D'abord, le zéro. La note qu'ils ne veulent pas avoir en classe. Cette épreuve peut valoir 40 % de la session. Mais surtout zéro point à donner. Réduire l'attaque du Vert & Or au silence pour se donner une dernière chance de devancer les Carabins au sommet du classement. Et ainsi jouer une éventuelle finale de conférence contre Mont­réal à Québec.

«Comme botteur, tu peux passer de héros à zéro. Ça vient avec la position, je vis avec ça. Je n'y pense pas quand j'embarque sur le terrain», affirme Dominic Lévesque, à la fois botteur de précision et de dégagement du Rouge et Or depuis deux ans.

Lévesque avait le ballon au bout du pied sur le dernier jeu de la défaite à la Coupe Dunsmore, l'an dernier. Il a aussi réussi le coup de pied victorieux il y a deux semaines, à l'Université de Montréal, tout comme lors de la dernière visite du Rouge et Or à Sherbrooke, l'an dernier, dans une victoire de 27-24 en prolongation.

Zéro comme le nombre de placements à manquer pour que Lévesque améliore sa marque de 16 en 21 du calendrier régulier de l'an dernier, sa saison recrue dans les rangs universitaires. Le costaud Beauceron en est à 10 en 14, jusqu'ici. Il compte les ratés.
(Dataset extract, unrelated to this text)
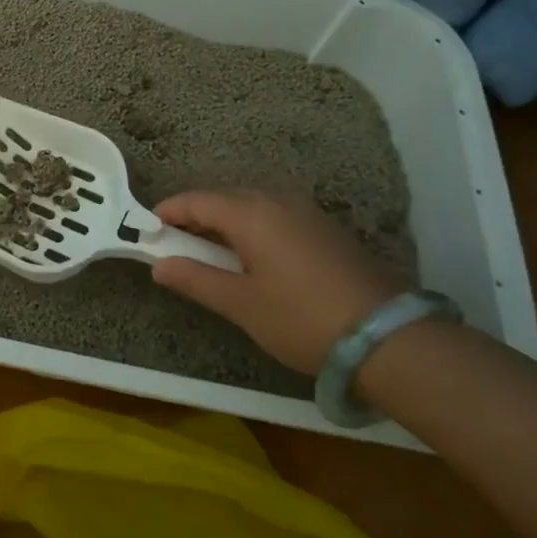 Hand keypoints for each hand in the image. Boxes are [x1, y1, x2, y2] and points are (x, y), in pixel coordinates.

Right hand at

Zéro comme le temps froid qu'il fera dans les prochaines semaines. Mais seul le vent peut l'influencer et l'inciter à abaisser la hauteur de vol du ballon. «Sinon, je botte toujours comme s'il faisait 40 °C», assure le numéro 25 de l'Université Laval.

Zéro comme la marge de manoeuvre du Vert & Or pour accéder aux éliminatoires. Puisque Concordia (3-4) devrait battre Bishop's (1-6), Sherbrooke (3-4) doit gagner pour continuer à jouer. «Faut jouer comme la semaine passée et essayer d'avoir un match parfait», résume Lévesque.

Toujours viser 100 %, donc. «On est obligés de ne laisser aucun point rentrer», indique pour sa part l'ailier défensif Edward Godin, avouant que l'exploit sera sans doute plus difficile à accomplir contre Sherbrooke que Bi­shop's, que le Rouge et Or a annihilé 44-0 dimanche dernier.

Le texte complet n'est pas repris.